24-26 Sep 2019 Berlin (Germany)

Documentation of the first Code Sprint > Documentation of the first Code Sprint

Overall information

The code sprint was organised by the DESIR project, an offspring project of DARIAH-EU tasked with developing sustainability approaches for the DARIAH research infrastructure in terms of technological and organisational matters. The DESIR code sprint revolves around "Bibliographical metadata: Citations and References" and there were three tracks centered around this topic and one more infrastructurally oriented track on AAI.

The code sprint took place from July 31st to August 2nd in the premises of the Humboldt University Berlin in a relaxed and productive environment. Aim of the code sprint was to improve the cooperation between various DARIAH-related partners and institutions on the one hand and to develop service concepts around bibliographical data.

Picture by R. Jäschke, https://commons.wikimedia.org/wiki/File:Dorotheenstra%C3%9Fe_26,_Berlin,_Germany.jpg

We invited all DH developers with or without direct affiliation to DARIAH to join us for two days of hacking.

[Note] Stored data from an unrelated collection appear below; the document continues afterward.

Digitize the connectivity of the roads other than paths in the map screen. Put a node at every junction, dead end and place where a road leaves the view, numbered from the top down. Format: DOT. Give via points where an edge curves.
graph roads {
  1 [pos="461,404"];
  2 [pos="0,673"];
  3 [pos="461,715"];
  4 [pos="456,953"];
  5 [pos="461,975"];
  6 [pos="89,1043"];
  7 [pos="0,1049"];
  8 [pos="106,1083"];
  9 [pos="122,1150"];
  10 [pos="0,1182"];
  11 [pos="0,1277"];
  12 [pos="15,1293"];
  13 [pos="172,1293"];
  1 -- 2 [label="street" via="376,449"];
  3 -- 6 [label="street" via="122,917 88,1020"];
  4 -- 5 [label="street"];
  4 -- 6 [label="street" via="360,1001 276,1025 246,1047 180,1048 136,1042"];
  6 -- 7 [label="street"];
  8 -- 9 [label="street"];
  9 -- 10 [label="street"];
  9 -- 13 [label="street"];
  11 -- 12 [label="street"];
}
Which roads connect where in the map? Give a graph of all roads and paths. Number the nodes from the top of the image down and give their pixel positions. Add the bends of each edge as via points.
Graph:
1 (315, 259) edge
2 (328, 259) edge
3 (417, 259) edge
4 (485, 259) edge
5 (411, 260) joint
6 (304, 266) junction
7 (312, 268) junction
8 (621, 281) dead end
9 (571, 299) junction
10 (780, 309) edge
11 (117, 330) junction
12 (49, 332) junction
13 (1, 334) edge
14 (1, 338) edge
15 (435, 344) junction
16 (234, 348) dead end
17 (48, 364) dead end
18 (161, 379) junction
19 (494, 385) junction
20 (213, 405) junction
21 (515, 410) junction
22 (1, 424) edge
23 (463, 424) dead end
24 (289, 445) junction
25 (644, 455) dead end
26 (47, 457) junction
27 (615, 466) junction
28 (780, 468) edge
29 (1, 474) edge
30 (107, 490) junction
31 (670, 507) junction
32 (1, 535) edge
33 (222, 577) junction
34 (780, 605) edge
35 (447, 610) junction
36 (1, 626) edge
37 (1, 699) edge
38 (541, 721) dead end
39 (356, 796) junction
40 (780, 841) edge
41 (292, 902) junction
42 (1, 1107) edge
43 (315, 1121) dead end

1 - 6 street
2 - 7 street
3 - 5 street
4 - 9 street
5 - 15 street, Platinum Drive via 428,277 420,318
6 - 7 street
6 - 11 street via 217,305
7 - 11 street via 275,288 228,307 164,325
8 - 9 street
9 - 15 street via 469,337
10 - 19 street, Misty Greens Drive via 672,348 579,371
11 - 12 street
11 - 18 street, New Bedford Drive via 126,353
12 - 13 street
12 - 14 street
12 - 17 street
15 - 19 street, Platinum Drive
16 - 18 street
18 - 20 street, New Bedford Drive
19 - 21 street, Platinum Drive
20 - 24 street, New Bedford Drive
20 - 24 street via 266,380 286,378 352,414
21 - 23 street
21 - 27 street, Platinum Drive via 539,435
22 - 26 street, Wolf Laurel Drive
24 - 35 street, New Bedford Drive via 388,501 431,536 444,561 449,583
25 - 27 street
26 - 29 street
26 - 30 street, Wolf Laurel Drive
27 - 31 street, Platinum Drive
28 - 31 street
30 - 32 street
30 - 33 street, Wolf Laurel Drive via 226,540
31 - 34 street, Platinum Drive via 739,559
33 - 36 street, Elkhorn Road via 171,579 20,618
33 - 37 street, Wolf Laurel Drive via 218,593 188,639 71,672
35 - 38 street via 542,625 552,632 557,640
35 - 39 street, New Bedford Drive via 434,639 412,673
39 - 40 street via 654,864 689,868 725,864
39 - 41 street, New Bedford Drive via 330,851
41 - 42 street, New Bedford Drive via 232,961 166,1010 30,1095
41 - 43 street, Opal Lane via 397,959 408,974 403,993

Keynote: Prof. Dr. Ralf Schenkel: Bibliographic Information Sources for Computer Science with Focus on Citations

The keynote for the DARIAH Code Sprint was given by Prof. Dr. Ralf Schenkel (Trier University): Bibliographic information systems need to rely on metadata provided by various sources in various forms and with various quality. The talk gave some insights how the dblp bibliography as an example for such a system is maintained and improved. It also examined coverage and quality of other sources of bibliographic information in the computer science domain. The talk also presented initial results on citation extraction from the fulltext of publications using the SciParse software.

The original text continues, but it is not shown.